> [Exercise directions] If a line in the records below contains the word "const", copy it.

> [Stored items]
= = = =

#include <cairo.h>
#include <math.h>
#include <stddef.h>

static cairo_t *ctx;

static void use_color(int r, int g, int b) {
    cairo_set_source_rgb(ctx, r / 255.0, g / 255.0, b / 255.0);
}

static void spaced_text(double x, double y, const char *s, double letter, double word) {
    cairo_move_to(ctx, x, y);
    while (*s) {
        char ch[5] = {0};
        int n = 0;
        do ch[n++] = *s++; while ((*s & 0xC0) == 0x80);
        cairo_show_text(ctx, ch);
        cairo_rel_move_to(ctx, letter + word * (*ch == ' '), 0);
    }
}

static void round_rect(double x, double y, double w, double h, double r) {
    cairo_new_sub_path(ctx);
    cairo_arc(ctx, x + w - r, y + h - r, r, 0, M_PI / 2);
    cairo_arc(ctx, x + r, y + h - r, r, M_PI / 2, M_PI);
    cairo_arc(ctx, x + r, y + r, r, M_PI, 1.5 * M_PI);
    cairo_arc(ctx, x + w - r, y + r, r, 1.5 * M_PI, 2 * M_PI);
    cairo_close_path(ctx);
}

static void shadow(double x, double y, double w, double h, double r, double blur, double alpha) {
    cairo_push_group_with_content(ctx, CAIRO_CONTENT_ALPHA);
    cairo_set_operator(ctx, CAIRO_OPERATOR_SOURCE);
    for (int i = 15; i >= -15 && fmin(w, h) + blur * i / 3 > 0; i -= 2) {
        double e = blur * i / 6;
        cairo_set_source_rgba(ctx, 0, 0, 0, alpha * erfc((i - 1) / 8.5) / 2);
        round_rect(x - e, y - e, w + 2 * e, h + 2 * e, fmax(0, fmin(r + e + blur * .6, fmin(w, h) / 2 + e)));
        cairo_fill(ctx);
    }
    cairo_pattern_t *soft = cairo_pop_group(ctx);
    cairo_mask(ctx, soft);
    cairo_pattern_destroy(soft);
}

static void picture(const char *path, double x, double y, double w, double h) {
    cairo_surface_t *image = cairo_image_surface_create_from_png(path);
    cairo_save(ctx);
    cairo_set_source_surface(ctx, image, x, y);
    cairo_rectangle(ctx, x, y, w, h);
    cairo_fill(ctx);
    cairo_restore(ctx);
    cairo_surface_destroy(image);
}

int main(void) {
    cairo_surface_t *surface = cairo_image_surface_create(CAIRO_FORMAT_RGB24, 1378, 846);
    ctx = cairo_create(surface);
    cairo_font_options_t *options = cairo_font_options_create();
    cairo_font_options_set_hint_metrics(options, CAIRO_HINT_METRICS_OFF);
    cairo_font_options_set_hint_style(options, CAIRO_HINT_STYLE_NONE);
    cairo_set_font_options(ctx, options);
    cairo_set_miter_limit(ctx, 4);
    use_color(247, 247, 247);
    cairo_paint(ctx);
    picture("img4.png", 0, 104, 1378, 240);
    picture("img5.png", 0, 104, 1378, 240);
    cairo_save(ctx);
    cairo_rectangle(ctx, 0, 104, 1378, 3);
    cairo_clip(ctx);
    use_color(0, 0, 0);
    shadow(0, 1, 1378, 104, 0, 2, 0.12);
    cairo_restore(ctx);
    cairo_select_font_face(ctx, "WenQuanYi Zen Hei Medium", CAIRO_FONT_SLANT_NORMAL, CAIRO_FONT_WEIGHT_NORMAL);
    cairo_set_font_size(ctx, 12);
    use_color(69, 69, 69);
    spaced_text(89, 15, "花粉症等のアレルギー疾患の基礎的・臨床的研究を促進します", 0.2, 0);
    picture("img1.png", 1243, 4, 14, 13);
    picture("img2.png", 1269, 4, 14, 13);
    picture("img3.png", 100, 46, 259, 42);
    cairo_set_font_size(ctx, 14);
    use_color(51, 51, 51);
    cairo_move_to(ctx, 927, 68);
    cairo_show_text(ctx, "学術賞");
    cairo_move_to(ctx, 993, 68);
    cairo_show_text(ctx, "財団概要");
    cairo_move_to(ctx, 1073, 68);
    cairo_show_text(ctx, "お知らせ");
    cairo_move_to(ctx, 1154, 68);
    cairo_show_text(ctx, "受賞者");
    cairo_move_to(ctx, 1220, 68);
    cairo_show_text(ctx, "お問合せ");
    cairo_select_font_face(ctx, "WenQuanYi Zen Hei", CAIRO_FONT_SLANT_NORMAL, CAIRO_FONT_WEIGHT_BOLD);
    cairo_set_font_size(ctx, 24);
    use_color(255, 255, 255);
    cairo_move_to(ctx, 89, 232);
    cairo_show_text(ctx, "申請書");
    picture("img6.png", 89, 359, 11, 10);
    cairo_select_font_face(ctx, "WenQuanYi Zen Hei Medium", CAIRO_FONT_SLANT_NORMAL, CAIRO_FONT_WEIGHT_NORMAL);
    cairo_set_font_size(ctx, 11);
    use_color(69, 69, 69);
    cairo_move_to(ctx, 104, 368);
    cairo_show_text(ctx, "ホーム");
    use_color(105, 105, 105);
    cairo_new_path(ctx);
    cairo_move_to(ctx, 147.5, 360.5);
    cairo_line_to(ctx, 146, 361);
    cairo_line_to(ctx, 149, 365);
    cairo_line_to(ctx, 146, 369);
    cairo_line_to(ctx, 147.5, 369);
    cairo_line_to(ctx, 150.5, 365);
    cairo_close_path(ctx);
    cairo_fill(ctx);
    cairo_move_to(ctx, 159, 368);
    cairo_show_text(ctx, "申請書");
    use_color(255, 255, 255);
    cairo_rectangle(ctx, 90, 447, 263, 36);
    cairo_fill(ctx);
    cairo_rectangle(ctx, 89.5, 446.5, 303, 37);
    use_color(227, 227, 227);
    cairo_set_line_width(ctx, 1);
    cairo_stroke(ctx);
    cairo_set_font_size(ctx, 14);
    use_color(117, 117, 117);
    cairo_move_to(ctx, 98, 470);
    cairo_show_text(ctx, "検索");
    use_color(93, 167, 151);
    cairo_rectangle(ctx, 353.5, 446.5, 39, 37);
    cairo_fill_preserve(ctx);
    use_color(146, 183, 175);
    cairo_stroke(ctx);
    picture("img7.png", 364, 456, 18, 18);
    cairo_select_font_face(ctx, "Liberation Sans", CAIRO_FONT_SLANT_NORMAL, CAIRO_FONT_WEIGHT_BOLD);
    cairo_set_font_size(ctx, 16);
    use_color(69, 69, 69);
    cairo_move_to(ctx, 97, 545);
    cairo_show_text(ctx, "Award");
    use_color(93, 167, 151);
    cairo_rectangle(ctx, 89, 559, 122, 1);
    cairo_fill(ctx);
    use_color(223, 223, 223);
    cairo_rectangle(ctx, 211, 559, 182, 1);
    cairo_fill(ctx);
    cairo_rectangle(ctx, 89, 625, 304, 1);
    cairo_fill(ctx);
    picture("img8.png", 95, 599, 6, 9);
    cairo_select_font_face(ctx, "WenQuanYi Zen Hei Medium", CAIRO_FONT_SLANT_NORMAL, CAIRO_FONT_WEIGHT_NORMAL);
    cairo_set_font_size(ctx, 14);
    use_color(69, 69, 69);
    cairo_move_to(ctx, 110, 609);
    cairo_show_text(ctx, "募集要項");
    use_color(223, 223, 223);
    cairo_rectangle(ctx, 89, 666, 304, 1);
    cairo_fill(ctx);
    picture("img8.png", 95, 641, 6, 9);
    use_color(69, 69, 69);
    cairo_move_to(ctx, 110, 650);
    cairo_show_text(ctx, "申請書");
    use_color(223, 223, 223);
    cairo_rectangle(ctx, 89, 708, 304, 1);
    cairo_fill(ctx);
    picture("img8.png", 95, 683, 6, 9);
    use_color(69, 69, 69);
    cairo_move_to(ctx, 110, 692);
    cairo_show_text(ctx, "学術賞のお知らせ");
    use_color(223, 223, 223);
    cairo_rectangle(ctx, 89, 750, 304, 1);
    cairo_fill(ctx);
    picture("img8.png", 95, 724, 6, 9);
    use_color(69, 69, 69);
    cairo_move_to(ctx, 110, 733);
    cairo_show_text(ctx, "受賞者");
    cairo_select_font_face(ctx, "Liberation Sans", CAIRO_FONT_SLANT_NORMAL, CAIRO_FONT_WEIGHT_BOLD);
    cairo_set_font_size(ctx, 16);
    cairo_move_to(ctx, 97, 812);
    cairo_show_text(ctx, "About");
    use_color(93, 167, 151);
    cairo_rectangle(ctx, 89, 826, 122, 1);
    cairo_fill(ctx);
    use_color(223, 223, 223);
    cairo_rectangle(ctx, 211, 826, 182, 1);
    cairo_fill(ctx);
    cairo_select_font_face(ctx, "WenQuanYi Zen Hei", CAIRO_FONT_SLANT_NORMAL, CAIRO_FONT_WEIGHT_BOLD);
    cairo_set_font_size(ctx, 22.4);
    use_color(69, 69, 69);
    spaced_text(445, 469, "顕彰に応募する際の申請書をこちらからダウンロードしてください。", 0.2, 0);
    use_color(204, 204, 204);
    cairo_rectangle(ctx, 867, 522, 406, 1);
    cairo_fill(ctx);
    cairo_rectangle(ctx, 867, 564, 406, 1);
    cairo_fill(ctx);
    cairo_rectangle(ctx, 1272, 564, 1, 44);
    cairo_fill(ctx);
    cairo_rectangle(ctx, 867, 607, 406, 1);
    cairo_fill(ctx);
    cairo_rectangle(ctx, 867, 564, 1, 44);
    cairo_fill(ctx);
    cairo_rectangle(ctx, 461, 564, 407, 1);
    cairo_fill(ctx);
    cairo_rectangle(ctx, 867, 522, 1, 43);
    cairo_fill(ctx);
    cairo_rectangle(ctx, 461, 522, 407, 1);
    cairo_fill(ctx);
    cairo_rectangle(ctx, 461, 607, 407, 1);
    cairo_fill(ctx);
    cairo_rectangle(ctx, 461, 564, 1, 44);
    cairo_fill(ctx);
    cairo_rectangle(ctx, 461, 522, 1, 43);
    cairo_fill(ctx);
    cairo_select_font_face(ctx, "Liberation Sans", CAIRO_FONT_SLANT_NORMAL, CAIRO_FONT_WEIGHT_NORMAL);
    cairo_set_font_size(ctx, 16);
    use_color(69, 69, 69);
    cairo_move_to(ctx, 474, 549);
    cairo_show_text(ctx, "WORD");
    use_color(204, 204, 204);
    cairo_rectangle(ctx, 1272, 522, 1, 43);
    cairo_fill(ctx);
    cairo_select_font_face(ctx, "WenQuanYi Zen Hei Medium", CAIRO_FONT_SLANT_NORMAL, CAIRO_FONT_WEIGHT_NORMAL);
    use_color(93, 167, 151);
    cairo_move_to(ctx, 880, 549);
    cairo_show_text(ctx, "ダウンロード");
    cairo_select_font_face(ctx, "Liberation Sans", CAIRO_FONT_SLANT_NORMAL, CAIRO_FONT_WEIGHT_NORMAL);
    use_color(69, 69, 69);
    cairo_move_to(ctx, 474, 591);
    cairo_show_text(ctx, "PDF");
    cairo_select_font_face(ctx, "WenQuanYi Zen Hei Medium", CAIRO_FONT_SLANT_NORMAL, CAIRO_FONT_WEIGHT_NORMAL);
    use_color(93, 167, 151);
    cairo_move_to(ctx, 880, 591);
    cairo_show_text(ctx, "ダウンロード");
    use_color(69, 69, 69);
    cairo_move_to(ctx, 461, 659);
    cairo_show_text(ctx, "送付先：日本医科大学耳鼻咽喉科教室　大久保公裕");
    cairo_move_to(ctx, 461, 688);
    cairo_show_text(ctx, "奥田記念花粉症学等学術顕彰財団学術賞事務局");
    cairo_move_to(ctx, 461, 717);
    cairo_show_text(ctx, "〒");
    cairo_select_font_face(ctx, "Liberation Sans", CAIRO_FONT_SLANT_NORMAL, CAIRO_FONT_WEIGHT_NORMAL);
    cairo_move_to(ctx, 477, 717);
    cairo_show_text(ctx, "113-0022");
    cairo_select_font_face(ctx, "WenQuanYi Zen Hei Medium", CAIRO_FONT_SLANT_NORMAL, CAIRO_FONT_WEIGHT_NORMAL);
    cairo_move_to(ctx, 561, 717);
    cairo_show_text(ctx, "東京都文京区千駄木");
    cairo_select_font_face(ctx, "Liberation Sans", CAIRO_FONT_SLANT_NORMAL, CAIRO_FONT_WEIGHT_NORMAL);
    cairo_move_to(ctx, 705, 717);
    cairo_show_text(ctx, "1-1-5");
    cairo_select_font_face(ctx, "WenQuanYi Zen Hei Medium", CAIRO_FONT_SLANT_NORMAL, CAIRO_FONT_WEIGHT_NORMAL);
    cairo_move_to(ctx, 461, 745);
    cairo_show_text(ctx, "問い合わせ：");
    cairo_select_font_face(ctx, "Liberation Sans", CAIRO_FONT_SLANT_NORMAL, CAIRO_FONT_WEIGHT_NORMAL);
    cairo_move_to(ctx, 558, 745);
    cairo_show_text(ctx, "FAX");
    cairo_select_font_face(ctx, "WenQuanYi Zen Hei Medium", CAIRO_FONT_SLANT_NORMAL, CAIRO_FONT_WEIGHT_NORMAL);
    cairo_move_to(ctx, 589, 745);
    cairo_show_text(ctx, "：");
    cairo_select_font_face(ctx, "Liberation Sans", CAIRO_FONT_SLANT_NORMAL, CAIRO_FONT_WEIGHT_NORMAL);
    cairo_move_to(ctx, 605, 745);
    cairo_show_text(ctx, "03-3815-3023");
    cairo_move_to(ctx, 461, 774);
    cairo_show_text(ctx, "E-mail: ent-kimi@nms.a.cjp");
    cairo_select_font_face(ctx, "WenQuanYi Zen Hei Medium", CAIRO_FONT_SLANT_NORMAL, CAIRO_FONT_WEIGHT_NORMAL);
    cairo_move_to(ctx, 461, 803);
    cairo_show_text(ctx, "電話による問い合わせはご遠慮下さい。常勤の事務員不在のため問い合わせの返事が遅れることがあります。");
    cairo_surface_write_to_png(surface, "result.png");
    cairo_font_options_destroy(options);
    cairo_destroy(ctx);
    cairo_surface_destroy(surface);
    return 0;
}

= = = =

> [Result of the task]
static void spaced_text(double x, double y, const char *s, double letter, double word) {
static void picture(const char *path, double x, double y, double w, double h) {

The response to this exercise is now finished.